1. Resonant Frequency of a Closed Tube
The fundamental resonant frequency (the lowest frequency that resonates) of a closed tube is given by:
* f = v / (4L)
Where:
* f is the resonant frequency
* v is the speed of sound in air (approximately 343 m/s at room temperature)
* L is the length of the tube
2. Calculation for the Empty Bottle
* L = 18 cm = 0.18 m
* f = 343 m/s / (4 * 0.18 m) ≈ 476 Hz
So, the fundamental resonant frequency of the empty soda bottle is approximately 476 Hz.
3. Effect of Filling the Bottle
When you fill the bottle with liquid, the effective length of the air column that vibrates changes. The air column now only extends from the top of the liquid to the top of the bottle.

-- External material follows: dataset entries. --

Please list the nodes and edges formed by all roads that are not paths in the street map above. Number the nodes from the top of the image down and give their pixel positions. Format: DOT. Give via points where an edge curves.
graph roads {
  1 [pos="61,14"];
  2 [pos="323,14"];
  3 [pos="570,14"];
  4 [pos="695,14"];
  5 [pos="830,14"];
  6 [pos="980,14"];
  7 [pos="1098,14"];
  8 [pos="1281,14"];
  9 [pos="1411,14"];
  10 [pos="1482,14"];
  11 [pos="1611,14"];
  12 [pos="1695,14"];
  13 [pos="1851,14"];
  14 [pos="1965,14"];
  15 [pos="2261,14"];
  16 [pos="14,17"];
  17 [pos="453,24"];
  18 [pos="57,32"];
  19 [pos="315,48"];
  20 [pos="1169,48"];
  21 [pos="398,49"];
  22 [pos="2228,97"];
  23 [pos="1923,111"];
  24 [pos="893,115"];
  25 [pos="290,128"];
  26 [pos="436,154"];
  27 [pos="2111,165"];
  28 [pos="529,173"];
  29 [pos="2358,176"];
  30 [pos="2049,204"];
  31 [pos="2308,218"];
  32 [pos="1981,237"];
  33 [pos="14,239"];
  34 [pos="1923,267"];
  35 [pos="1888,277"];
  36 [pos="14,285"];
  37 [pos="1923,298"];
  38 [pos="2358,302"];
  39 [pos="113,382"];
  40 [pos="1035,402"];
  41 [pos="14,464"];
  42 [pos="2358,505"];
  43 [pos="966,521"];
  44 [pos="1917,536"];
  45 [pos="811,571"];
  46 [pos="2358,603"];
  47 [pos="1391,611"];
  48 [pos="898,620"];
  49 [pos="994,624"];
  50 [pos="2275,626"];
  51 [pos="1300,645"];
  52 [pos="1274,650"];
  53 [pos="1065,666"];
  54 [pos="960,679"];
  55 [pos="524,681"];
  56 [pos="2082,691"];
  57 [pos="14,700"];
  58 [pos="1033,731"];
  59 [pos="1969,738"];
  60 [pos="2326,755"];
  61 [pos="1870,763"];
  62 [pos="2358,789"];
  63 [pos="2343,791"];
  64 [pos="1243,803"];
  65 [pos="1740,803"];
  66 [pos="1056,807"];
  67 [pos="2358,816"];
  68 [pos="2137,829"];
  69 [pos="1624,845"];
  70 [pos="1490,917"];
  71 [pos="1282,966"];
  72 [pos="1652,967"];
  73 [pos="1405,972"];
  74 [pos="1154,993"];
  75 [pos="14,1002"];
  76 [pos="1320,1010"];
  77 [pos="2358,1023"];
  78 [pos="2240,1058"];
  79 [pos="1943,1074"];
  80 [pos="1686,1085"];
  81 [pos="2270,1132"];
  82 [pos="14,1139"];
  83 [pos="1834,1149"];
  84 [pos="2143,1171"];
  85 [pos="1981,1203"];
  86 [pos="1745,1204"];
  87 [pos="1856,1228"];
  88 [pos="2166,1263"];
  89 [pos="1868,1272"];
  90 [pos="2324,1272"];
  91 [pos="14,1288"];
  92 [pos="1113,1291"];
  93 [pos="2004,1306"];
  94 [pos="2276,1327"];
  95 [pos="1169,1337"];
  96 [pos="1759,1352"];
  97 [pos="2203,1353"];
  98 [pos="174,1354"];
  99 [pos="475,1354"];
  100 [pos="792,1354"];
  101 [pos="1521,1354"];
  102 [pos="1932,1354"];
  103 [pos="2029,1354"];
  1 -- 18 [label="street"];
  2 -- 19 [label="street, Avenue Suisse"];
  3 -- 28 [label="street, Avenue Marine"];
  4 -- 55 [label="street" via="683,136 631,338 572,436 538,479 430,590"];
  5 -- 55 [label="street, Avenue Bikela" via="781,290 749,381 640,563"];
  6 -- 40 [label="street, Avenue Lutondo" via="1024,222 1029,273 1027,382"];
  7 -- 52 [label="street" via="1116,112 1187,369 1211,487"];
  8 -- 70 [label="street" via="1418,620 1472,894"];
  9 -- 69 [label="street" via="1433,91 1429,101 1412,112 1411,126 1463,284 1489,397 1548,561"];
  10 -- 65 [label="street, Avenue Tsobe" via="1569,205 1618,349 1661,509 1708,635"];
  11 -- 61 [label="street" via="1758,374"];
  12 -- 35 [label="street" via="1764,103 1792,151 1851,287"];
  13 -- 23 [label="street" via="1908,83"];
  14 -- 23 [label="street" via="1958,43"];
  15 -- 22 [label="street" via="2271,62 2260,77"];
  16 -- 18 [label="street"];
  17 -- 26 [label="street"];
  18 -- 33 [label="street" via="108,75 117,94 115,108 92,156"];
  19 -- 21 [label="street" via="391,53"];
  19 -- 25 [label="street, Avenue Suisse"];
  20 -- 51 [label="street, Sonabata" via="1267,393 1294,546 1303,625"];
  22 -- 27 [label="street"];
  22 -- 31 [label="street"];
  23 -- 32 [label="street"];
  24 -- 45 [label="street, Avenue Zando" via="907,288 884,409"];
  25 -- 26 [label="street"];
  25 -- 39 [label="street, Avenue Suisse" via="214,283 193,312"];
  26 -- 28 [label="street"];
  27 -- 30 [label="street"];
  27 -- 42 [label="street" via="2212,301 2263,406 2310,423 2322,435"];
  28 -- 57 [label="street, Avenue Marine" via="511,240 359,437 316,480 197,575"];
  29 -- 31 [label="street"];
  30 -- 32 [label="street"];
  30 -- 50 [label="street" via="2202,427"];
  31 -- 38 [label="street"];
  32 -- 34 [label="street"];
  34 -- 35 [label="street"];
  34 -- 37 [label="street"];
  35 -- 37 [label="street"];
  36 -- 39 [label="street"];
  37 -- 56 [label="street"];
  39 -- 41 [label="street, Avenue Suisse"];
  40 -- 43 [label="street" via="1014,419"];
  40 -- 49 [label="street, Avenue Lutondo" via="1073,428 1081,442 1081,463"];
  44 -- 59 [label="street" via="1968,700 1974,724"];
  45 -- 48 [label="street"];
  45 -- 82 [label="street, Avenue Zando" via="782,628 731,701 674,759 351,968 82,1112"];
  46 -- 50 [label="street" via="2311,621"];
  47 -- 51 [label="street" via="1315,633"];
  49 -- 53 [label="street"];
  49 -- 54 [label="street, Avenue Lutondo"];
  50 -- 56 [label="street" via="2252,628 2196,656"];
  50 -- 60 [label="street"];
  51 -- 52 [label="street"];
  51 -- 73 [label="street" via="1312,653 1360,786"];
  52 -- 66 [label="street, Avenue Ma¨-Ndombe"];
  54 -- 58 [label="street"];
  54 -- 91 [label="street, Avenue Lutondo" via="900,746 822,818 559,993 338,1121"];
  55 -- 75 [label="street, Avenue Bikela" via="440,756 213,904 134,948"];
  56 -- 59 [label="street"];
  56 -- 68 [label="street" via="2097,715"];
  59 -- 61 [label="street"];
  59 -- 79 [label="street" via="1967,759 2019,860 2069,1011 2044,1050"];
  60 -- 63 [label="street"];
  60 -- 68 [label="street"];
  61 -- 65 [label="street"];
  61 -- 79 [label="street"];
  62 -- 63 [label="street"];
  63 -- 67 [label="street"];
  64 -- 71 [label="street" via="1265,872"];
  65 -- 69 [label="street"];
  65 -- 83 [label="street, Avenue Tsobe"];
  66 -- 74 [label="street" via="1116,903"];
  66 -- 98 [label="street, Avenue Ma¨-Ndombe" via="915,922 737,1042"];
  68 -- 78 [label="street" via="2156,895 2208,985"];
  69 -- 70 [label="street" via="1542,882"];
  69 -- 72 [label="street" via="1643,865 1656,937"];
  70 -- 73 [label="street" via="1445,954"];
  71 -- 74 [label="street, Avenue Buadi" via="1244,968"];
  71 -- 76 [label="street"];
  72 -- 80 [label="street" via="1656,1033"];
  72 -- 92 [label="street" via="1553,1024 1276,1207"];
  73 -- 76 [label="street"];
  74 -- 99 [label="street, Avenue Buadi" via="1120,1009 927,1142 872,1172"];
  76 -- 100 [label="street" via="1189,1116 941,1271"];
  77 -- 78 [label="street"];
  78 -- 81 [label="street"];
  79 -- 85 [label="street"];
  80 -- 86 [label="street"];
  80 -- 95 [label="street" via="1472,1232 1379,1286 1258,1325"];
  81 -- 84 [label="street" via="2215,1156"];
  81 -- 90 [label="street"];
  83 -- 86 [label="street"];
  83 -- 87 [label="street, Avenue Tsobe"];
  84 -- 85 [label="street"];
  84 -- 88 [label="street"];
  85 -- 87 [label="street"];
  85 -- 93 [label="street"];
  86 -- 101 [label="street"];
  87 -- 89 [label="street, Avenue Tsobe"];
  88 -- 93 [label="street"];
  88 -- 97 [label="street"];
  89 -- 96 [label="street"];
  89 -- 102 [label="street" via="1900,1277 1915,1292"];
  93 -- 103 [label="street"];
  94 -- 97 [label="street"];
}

* New L = (1/3) * 18 cm = 6 cm = 0.06 m (Since it's one-third full)
* New f = 343 m/s / (4 * 0.06 m) ≈ 1429 Hz
The resonant frequency increases to approximately 1429 Hz when the bottle is one-third full.
Important Note:
* This calculation assumes that the speed of sound in air remains constant. In reality, the speed of sound can be affected by temperature and humidity.
* This is a simplified model. The actual resonant frequencies of a real soda bottle will be more complex due to factors like the shape of the bottle and the presence of the opening.
In summary, filling the soda bottle with liquid shortens the effective air column length, leading to a higher resonant frequency.